The times have changed, and now even a liberal president with the backing of both chambers of our national assembly helmed by those of his own party can’t get his own party’s programs enacted. FDR, JFK and LBJ would all be embarrassed to learn that he belongs to the same party that they lead to lift the country out of the Great Depression, to build a space program and journey us to the moon, and to establish the Great Society in order to help those who were mired in poverty.

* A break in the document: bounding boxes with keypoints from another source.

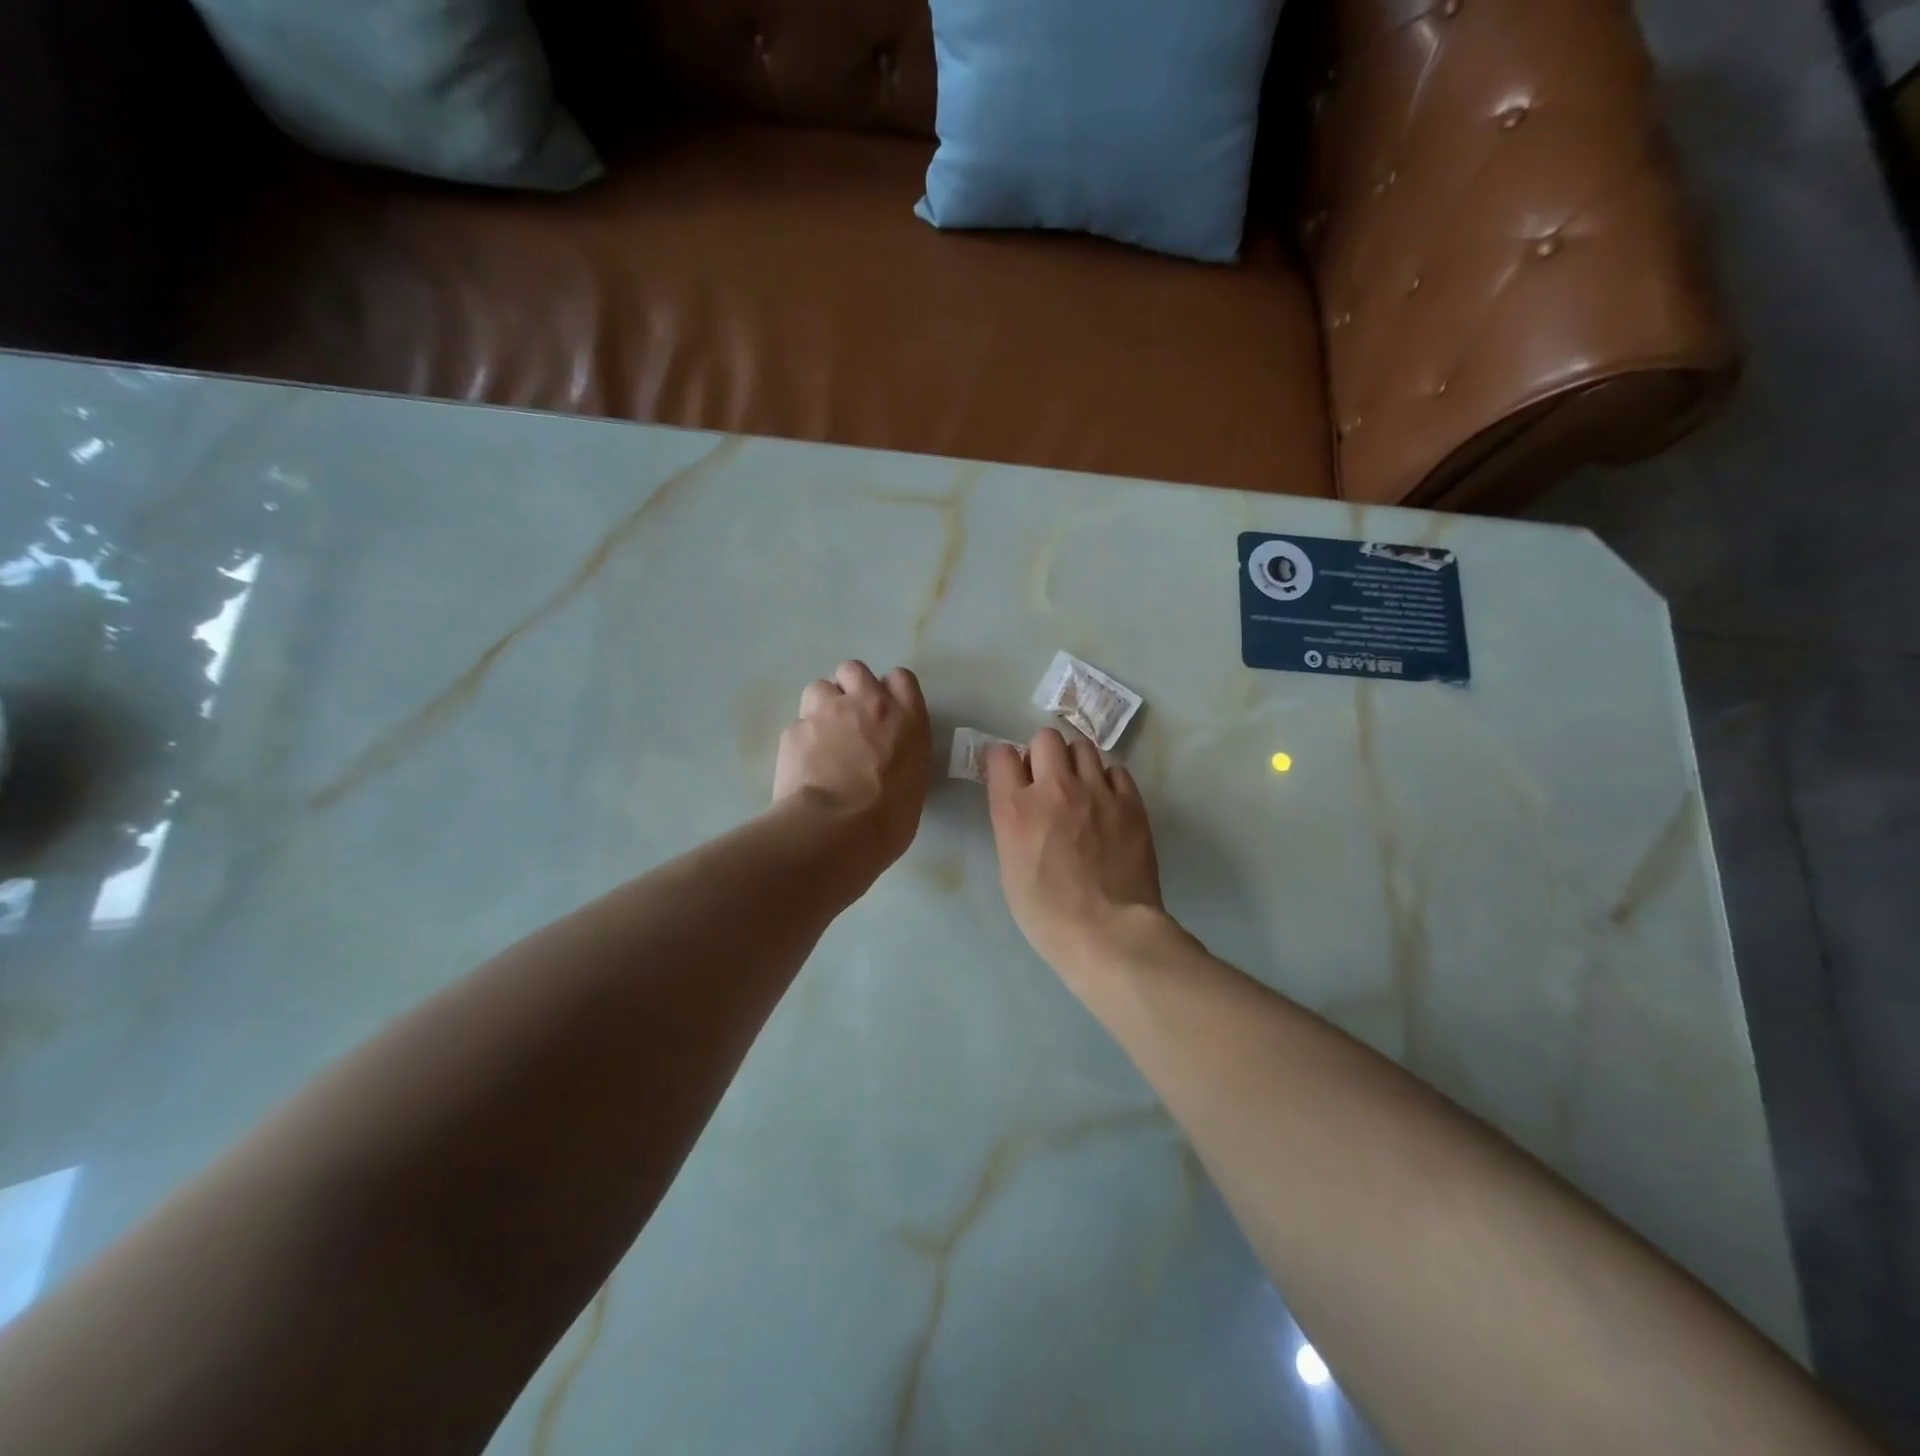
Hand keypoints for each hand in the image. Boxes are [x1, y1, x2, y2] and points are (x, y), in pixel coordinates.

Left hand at [774, 661, 930, 880]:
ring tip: (820, 739)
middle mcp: (868, 704)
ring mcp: (828, 712)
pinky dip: (800, 740)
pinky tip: (802, 765)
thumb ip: (901, 757)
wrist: (837, 829)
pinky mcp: (794, 729)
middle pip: (854, 670)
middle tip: (848, 720)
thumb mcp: (913, 784)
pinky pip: (797, 724)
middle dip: (849, 688)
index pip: (901, 680)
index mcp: (907, 719)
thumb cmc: (889, 819)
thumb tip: (886, 763)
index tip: (883, 713)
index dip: (888, 692)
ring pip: (819, 688)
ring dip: (821, 707)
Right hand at [983, 728, 1168, 980]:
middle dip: (1043, 754)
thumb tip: (1022, 805)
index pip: (1001, 754)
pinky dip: (1107, 781)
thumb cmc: (1047, 914)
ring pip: (1083, 747)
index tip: (1011, 777)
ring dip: (1075, 763)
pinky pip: (1116, 770)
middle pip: (1046, 738)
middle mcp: (1054, 788)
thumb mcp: (1010, 869)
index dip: (1005, 763)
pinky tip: (1107, 804)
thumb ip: (1012, 825)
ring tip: (1080, 789)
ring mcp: (1096, 791)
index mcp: (1015, 808)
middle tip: (1047, 781)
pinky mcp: (1130, 802)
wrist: (1108, 932)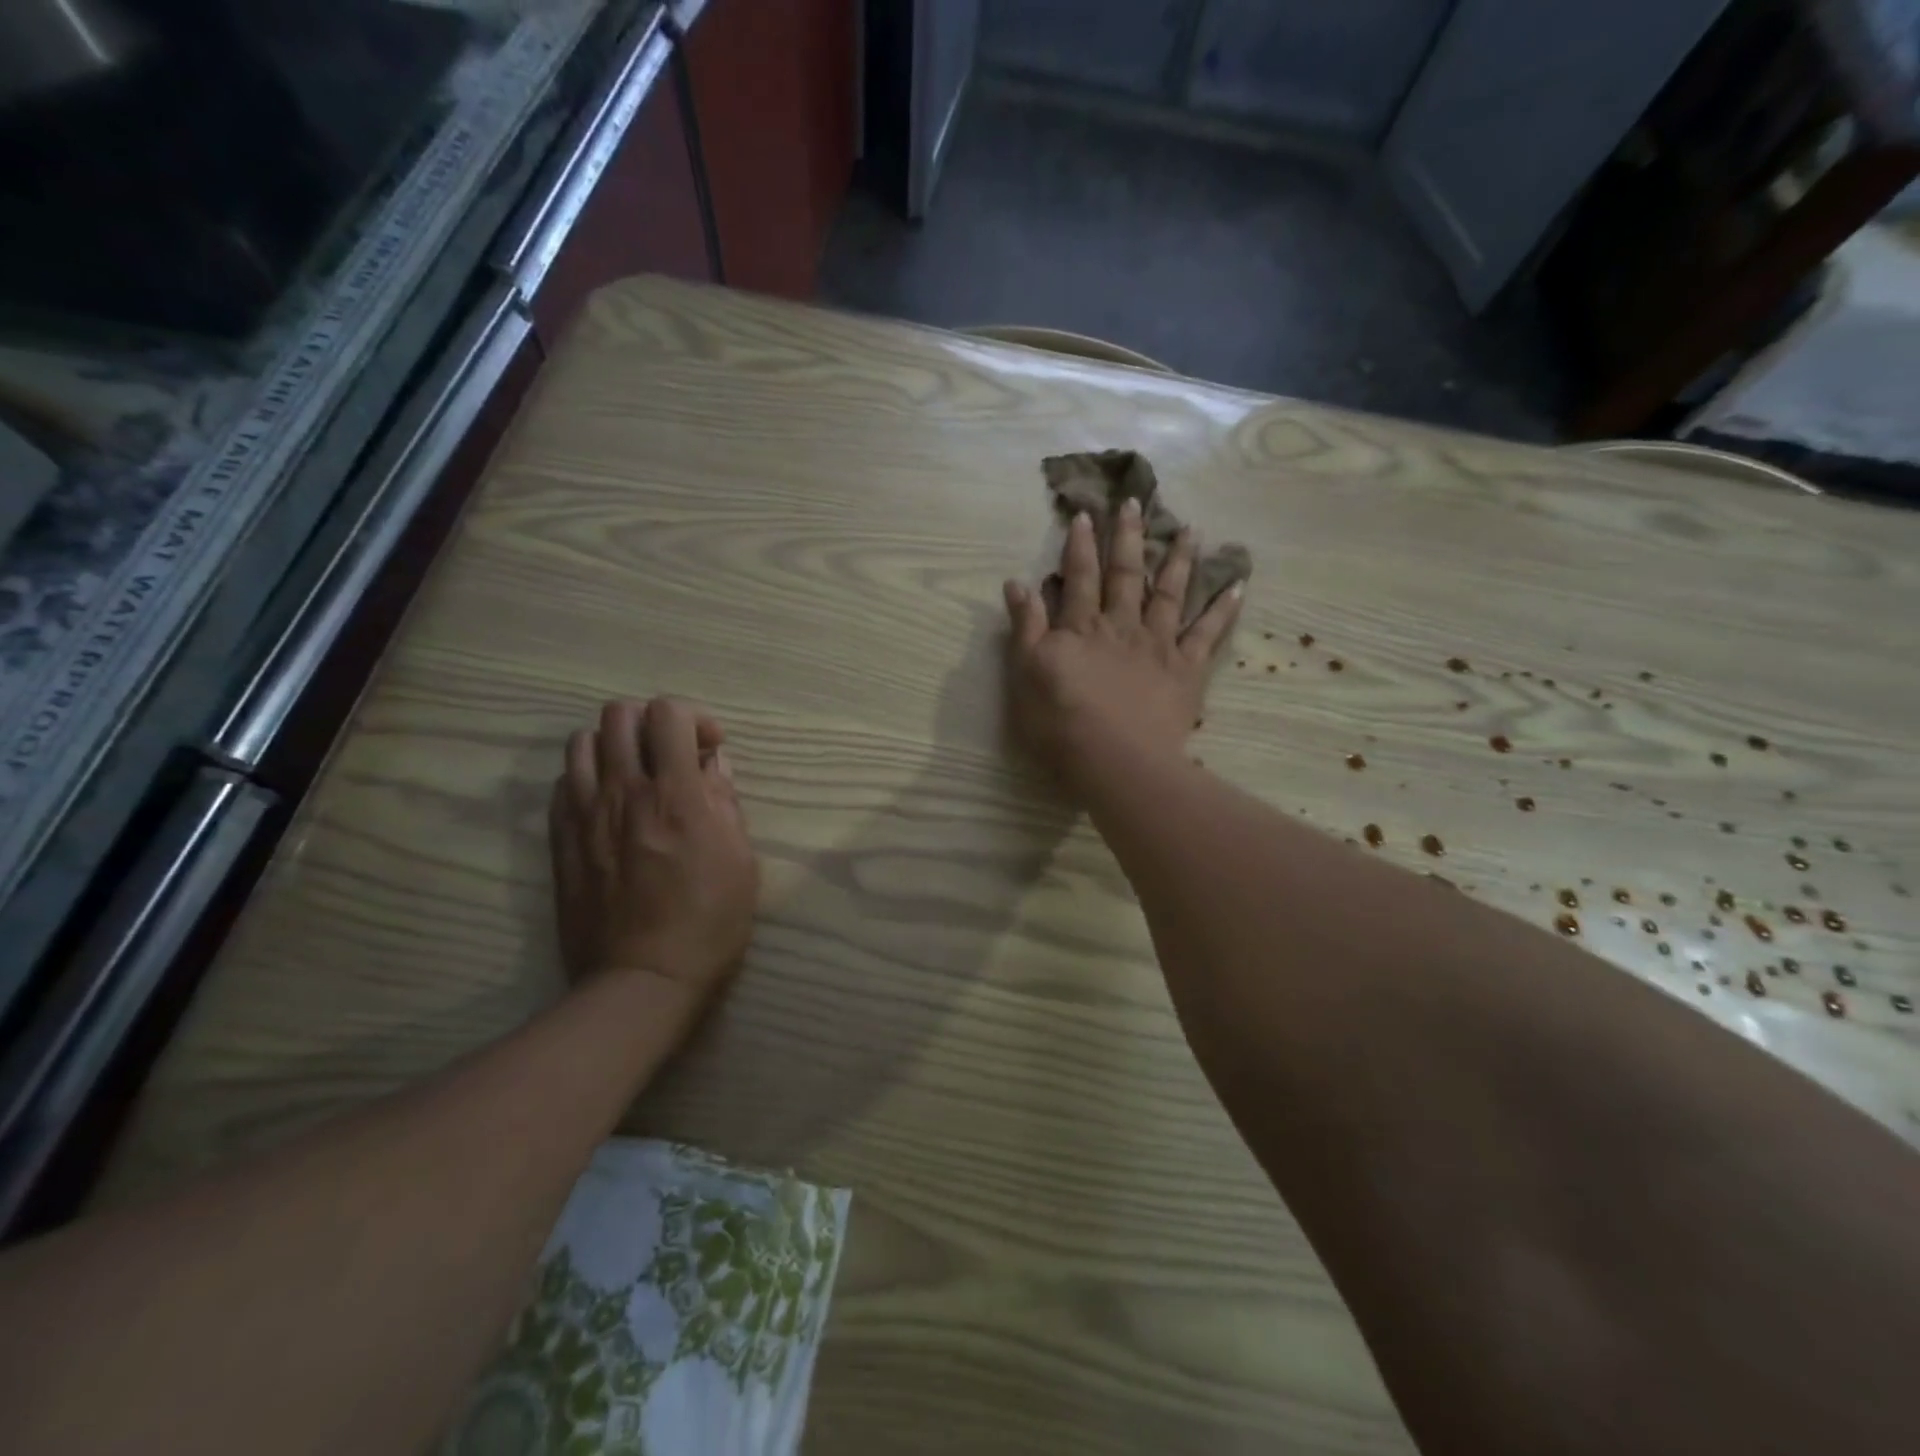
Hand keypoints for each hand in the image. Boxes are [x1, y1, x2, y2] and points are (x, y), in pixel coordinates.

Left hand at [549, 698, 758, 1011]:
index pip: (668, 713)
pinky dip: (588, 777)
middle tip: (673, 755)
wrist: (642, 979)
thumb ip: (725, 802)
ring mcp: (584, 815)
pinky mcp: (561, 840)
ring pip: (581, 741)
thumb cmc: (709, 922)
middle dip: (652, 722)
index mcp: (675, 795)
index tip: (710, 748)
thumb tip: (713, 764)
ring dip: (614, 745)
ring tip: (636, 774)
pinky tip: (609, 804)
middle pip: (619, 714)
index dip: (694, 717)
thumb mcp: (740, 860)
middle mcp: (623, 792)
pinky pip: (563, 782)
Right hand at [1003, 502, 1240, 786]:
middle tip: (1137, 502)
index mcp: (1082, 627)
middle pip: (1125, 574)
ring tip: (1190, 529)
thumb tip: (1017, 582)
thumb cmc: (1061, 722)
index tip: (1087, 514)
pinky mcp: (1186, 671)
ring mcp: (1159, 645)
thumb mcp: (1027, 673)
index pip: (1079, 576)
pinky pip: (1208, 634)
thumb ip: (1026, 627)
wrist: (1115, 760)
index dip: (1081, 545)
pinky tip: (1238, 585)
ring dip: (1179, 559)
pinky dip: (1223, 609)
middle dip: (1129, 537)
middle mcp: (1122, 626)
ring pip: (1169, 593)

So here we are. The Republicans will surely sweep to victory next month, and I can’t say that the Democrats deserve anything less than losing. A political xenophobia has set in, preventing people of either major party from even attempting to understand the points the other side tries to make or from having civil discourse about them. Both sides have painted themselves into opposing corners and like a couple of dogs who can’t quite reach each other, they bark endlessly, tiringly, annoyingly, and have forgotten why the first bark was barked anyway. While we’re on dogs, I just have to think that the poor scraggly starved and scarred puppy who came to our door a month ago begging for food after having either escaped a cruel master or possibly being thrown out has more sense than these politicians do; even a dog won’t shit in his own house.